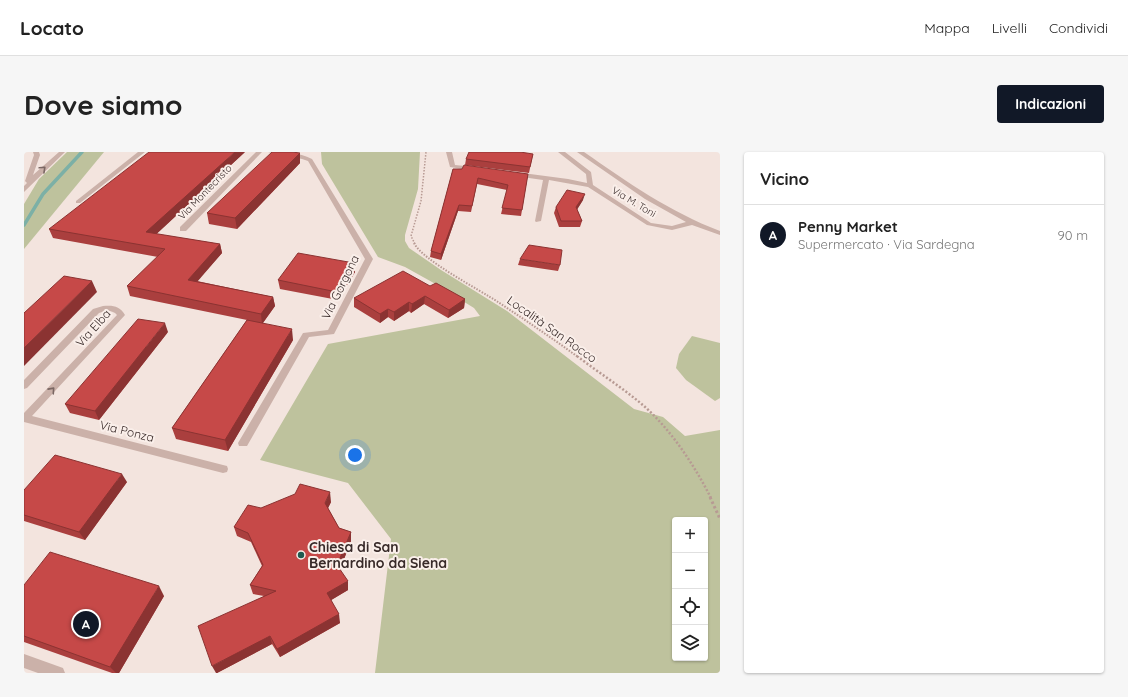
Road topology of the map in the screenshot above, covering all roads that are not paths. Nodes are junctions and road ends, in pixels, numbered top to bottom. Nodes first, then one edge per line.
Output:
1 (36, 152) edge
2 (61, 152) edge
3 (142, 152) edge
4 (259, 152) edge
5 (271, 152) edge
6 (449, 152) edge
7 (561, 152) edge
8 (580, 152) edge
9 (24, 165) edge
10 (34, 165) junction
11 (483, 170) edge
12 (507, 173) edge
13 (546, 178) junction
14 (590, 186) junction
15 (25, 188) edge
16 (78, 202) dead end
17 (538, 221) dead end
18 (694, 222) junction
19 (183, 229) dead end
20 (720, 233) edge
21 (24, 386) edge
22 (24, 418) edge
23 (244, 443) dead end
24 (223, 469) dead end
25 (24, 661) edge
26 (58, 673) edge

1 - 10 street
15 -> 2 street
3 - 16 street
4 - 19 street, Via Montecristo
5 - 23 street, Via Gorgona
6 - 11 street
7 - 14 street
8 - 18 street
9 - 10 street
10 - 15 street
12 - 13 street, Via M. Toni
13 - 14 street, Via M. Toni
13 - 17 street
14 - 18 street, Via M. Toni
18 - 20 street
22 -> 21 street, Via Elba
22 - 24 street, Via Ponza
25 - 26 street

==

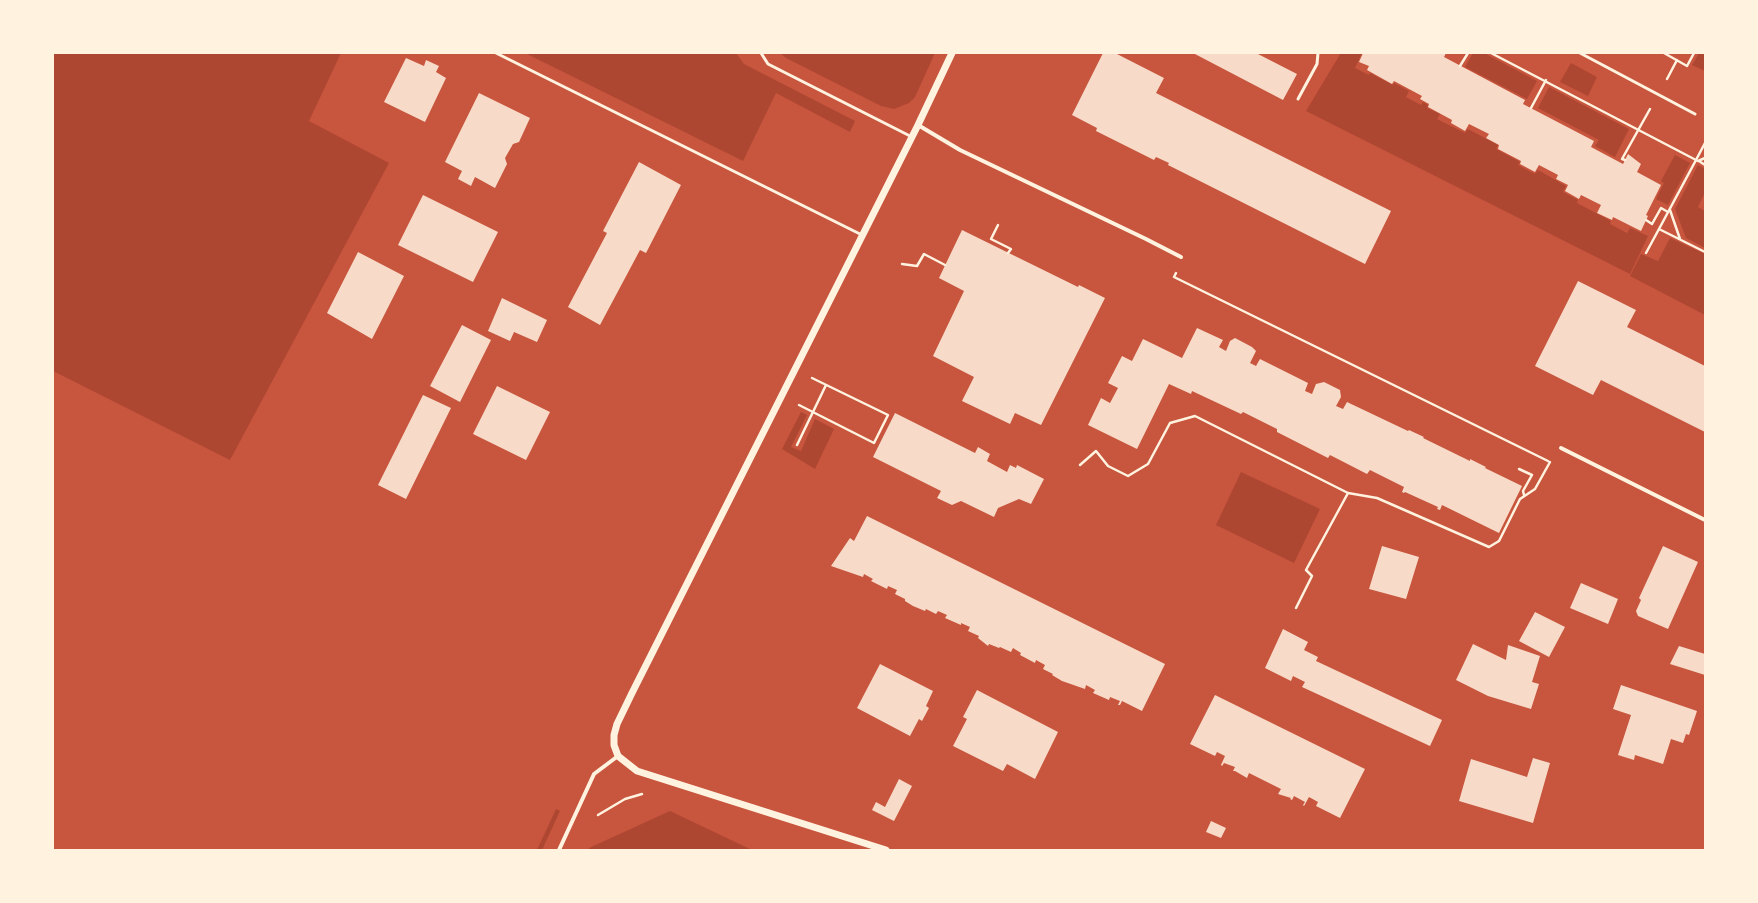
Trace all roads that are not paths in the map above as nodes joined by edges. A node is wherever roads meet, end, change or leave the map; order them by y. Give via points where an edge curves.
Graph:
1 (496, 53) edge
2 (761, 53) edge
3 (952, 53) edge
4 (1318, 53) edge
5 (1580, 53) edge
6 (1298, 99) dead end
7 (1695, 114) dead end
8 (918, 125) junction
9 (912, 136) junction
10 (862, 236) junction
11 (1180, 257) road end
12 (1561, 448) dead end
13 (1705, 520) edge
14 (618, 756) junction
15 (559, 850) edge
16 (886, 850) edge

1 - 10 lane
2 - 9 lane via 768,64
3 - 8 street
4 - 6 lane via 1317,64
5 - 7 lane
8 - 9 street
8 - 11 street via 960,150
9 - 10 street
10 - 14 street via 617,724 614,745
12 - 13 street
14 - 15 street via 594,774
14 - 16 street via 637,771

» Exercise: Go through the records above, find each line with the string "that", and copy it.

» Reply to the exercise:
Road topology of the map in the screenshot above, covering all roads that are not paths. Nodes are junctions and road ends, in pixels, numbered top to bottom. Nodes first, then one edge per line.
Trace all roads that are not paths in the map above as nodes joined by edges. A node is wherever roads meet, end, change or leave the map; order them by y. Give via points where an edge curves.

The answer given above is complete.